WATERVILLE – It’s a rare thing to see such a concentration of media coverage about young women and their success, but last week in papers around the state we’ve had an eyeful. We’ve read about Mei-Ling Lam, Maine’s first Playboy centerfold; Ashley Underwood, Maine’s current “Survivor” contestant; and Ashley Hebert, the newest “Bachelorette,” who is from Madawaska.

It’s testament to our media-saturated culture and its influence on what we value that when girls and women finally get extensive media play, it’s to celebrate young women who have made it big largely because of the way they look.

Of course, these girls have talents and accomplishments beyond their physical appearance — they are athletes, college graduates, professionals, kind and wonderful people with loving families — but we’d never know it for how they are portrayed. 

Combine this media attention with teen drama series such as “Gossip Girl” and “Skins,” reality shows like “America’s Next Top Model” and “Jersey Shore,” and the unavoidable teen magazines featuring young women Photoshopped into flawless cover girls, and you’d think that the only way for a girl to get recognized is to conform to a sexy, narrow beauty ideal.

There are some alarming statistics about the impact of such media on girls’ lives. The pop culture landscape is riddled with messages that narrowly define who girls are supposed to be and that severely limit their potential.

Psychologists document the impact on girls who consume too much of this media: an increase in eating disorders, depression, and relational forms of aggression; lowered self-esteem, and the acceptance of sexual harassment and sexual objectification as simply normal.

The real-life implications are a generation of living, breathing girls who barely recognize themselves in this landscape and who struggle to remain healthy while ingesting a steady diet of sensationalized media.

At Hardy Girls, we’re lucky because we talk with girls every day who are breaking the mold, who are making their mark on their communities and having a positive impact on the world using their entrepreneurial skills, passion for social change, and their athletic prowess.

Each year, both to push back against a pop culture version of success that’s become narrower and less inspired, and to showcase the bold change-makers we have in our very own communities, we highlight, with our Girls Rock! Awards, Maine girls and young women who are using their time and energy to make Maine a better place.

We want to be sure that you read about girls like Eleanor Fisk from Crawford, whose business Stories for Scarves uses 75 percent of proceeds to purchase children’s books for domestic violence shelters in Washington County.

We want recognition for Brunswick’s Julia Brown and her innovative public service announcements about tobacco use and substance abuse among teens splashed across the front page of the newspaper.

We want you to cheer for Waterville’s Katy Massey, a key contributor to her high school ice hockey team, where she plays alongside the boys because no girls team exists, and teaches little girls to skate in her free time.
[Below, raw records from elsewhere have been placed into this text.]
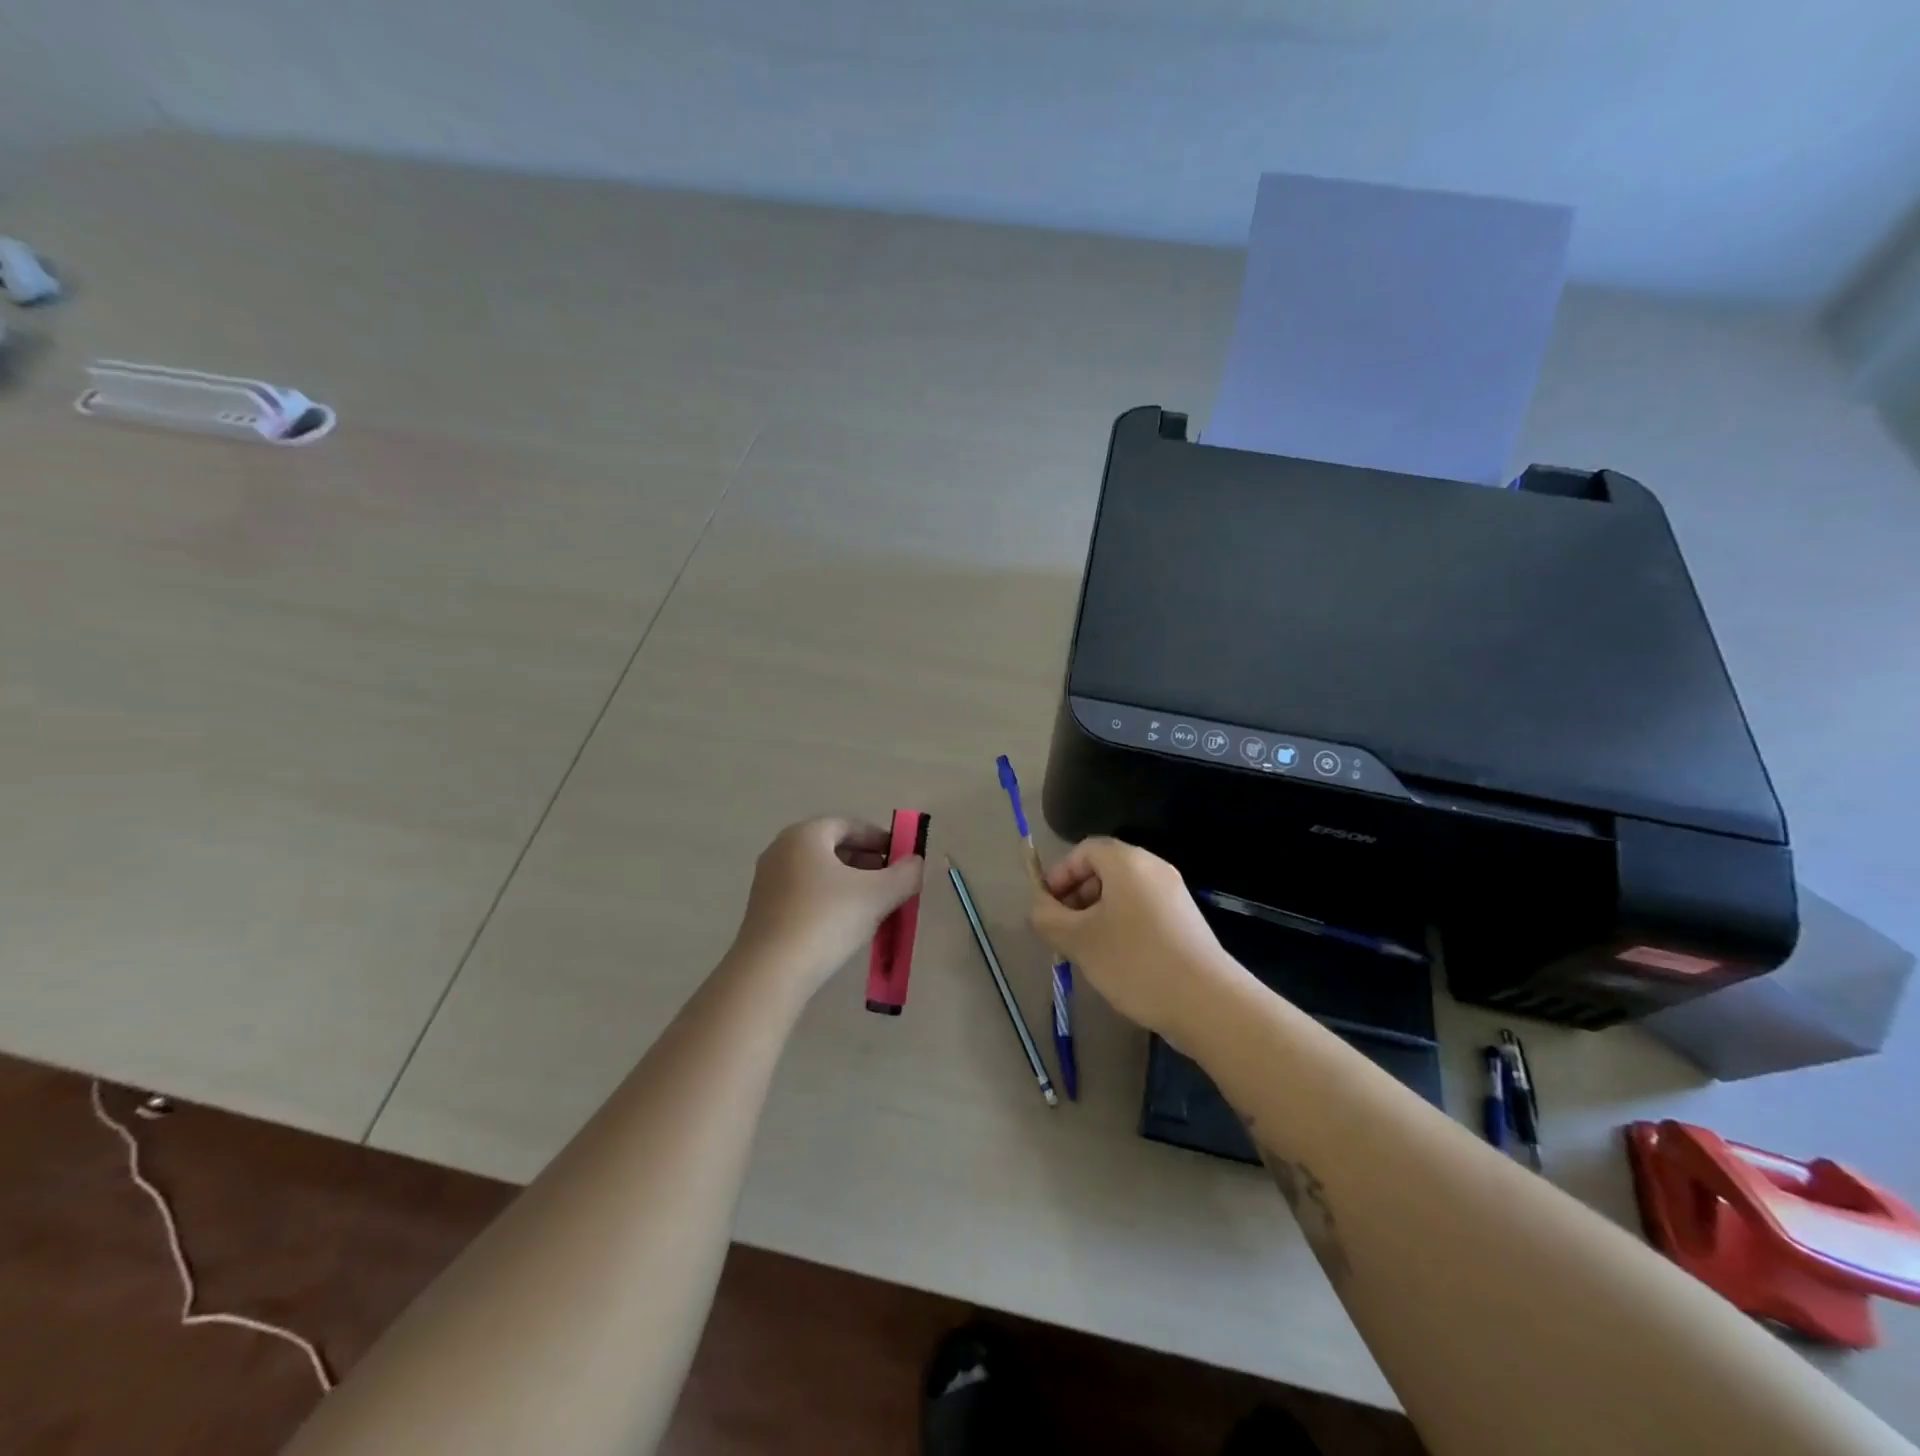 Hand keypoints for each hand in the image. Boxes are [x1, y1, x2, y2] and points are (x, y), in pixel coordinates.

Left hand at [731, 817, 924, 998]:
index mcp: (805, 835)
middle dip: (866, 862)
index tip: (902, 858)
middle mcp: (781, 849)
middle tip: (891, 883)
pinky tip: (845, 924)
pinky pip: (804, 894)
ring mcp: (768, 881)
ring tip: (873, 906)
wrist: (770, 972)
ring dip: (849, 884)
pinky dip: (829, 900)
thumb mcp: (877, 895)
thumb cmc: (826, 919)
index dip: (880, 839)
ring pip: (819, 873)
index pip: (849, 825)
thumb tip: (916, 862)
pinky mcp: (763, 910)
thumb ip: (904, 874)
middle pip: (833, 847)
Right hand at [1029, 837, 1243, 1040]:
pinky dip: (1121, 924)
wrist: (1206, 1001)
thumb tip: (1038, 908)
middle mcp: (1153, 868)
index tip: (1047, 907)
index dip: (1059, 874)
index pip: (1084, 850)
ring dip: (1097, 913)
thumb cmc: (1134, 961)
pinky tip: (1116, 960)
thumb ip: (1048, 918)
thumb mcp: (1078, 940)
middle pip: (1104, 869)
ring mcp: (1174, 894)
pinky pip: (1142, 910)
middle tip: (1062, 931)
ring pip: (1123, 893)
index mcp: (1127, 862)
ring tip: (1086, 950)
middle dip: (1076, 896)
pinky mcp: (1185, 921)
We want you to share our pride in Alicia Fournier, a 12-year-old dynamo from Scarborough who despite daily epileptic seizures has raised more than $20,000 to support the Epilepsy Foundation.

And can we give some press to Katie Zema, whose advocacy in South Portland and statewide for safe schools, marriage equality and civil rights sets her apart from your average 18-year-old?
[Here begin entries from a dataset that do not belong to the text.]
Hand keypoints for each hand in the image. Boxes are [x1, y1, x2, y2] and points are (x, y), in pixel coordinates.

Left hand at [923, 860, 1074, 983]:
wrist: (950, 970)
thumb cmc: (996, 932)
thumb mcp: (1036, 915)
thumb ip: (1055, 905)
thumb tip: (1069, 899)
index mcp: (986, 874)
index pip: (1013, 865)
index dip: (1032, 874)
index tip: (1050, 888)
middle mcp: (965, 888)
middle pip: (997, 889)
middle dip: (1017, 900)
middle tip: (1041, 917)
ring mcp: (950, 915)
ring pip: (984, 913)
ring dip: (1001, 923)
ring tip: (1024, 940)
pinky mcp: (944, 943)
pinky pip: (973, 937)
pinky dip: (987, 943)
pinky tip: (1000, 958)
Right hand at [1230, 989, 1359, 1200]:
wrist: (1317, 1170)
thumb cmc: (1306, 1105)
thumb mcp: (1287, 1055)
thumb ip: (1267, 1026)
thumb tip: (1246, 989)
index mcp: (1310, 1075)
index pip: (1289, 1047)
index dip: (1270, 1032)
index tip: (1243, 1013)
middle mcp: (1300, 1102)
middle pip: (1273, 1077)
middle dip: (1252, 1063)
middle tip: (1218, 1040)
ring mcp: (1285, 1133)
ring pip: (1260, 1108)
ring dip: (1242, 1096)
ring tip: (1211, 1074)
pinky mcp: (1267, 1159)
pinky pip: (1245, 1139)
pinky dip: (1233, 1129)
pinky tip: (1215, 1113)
We know that Mei-Ling and both Ashleys have worked hard to get where they are and we wish them well. We know Playboy can launch a lucrative modeling career, that “Survivor” and “The Bachelorette,” well played, can bring fame and fortune.

But with so much attention paid to girls and young women who are “making it” this way, it’s hard for everyday girls to see through the hype. Without balanced media coverage recognizing the girls and women in our communities who achieve in areas for which the No. 1 criteria is not physical appearance, we lose the opportunity to widen girls’ options and introduce them to the role models all around them. 

We must recognize the diversity of accomplishments of Maine girls and women and expand the definition of success in this world.

At Hardy Girls, we’ll be honoring Eleanor, Julia, Katy, Alicia and Katie during Girls Rock! Weekend, April 8-10, for their vision and efforts toward a better state — and state of mind — for all Maine girls.